DATA EXTRACTS:
<<<<

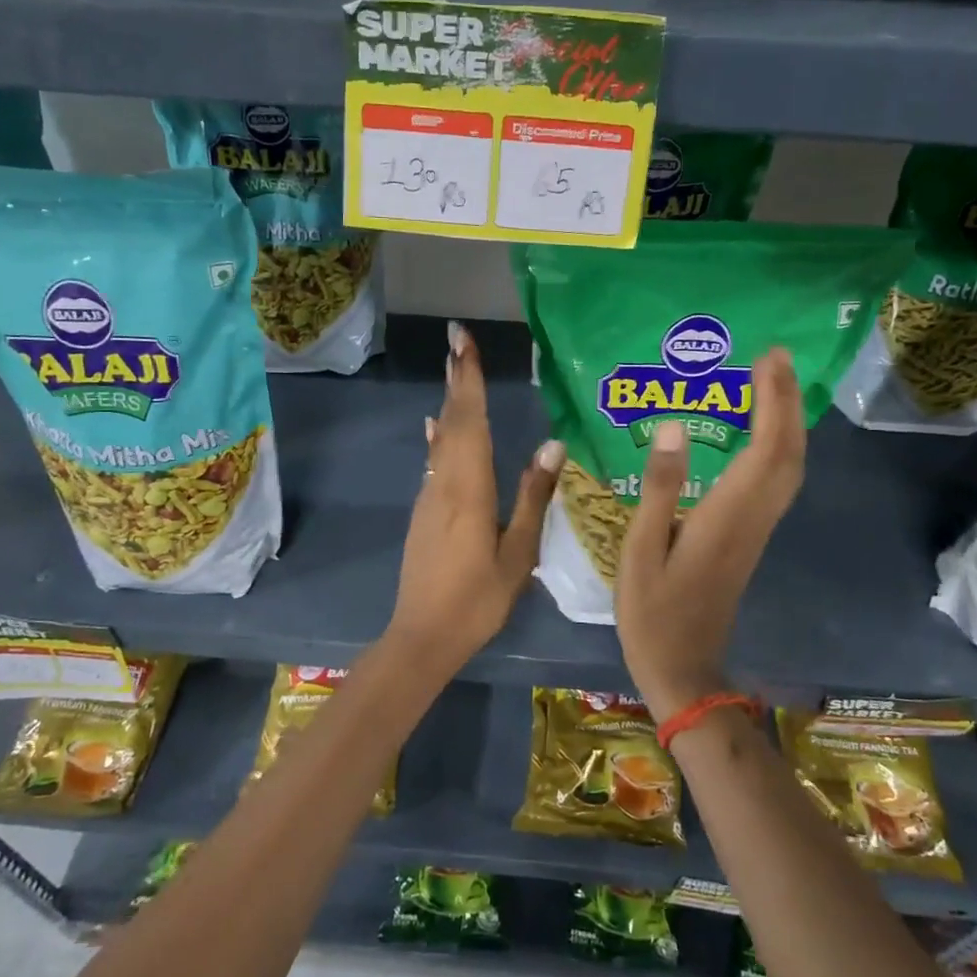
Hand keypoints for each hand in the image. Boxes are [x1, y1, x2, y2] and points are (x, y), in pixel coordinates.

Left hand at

>>>>
<<<<

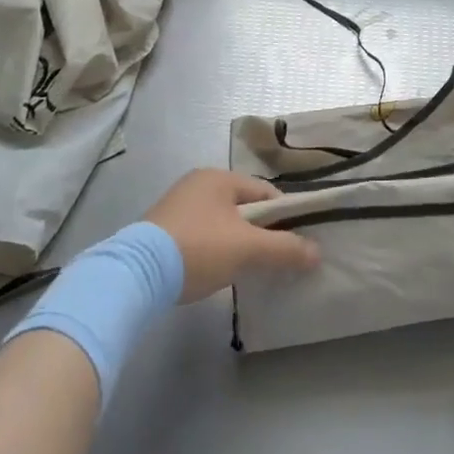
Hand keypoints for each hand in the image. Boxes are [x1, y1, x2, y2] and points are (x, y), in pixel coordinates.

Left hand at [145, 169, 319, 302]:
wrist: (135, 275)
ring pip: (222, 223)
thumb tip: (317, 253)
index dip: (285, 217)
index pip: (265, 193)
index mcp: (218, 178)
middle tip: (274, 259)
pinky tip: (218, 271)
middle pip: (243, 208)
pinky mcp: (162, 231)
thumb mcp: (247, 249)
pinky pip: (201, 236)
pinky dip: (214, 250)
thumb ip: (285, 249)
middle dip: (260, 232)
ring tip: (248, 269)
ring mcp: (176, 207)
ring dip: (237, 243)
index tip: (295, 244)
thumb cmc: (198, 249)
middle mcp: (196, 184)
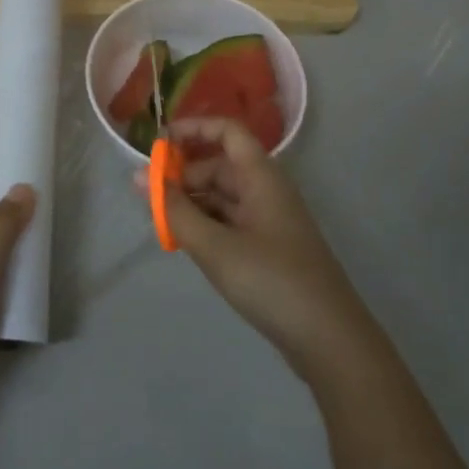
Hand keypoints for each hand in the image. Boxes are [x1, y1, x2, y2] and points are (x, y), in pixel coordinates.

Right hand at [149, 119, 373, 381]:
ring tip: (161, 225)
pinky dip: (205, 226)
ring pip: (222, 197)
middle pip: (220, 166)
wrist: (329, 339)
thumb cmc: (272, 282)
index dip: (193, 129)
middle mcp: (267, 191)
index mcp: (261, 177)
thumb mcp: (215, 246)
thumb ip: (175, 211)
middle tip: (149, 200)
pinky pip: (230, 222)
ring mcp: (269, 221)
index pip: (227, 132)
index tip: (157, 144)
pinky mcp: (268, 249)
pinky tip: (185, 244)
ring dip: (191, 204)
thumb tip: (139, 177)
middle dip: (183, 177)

>>>>

WHAT YOU HAVE TO DO:
Exact copy, pictures excluded: from the line with "ring pip: (222, 223)" up to and including the line with "middle dip: (183, 177)" in the data above.

SOLVED EXERCISE:
ring pip: (222, 223)
thumb tip: (317, 253)
index dip: (285, 217)
index pip: (265, 193)
index mcp: (218, 178)
middle tip: (274, 259)
pinky tip: (218, 271)
middle pip: (243, 208)
pinky mcp: (162, 231)
thumb mcp: (247, 249)
pinky pip: (201, 236)
pinky dip: (214, 250)
thumb ip: (285, 249)
middle dip: (260, 232)
ring tip: (248, 269)
ring mcp: (176, 207)
ring dip: (237, 243)
index tip: (295, 244)
thumb cmc: (198, 249)
middle mcp: (196, 184)
Hand keypoints for each hand in the image. Boxes are [x1, y1, x2, y2] and points are (x, y), in pixel coordinates.

Right hand at [149, 119, 373, 381]:
ring tip: (161, 225)
pinky dip: (205, 226)
ring pip: (222, 197)
middle pip: (220, 166)
wrist: (329, 339)
thumb cmc: (272, 282)
index dip: (193, 129)
middle mcp: (267, 191)
index mcp: (261, 177)
thumb mcp: (215, 246)
thumb ip: (175, 211)
middle tip: (149, 200)
pinky pip: (230, 222)
ring mcp: (269, 221)
index pip: (227, 132)
index tip: (157, 144)
pinky mcp: (268, 249)
pinky tip: (185, 244)
ring dip: (191, 204)
thumb tip: (139, 177)
middle dip: (183, 177)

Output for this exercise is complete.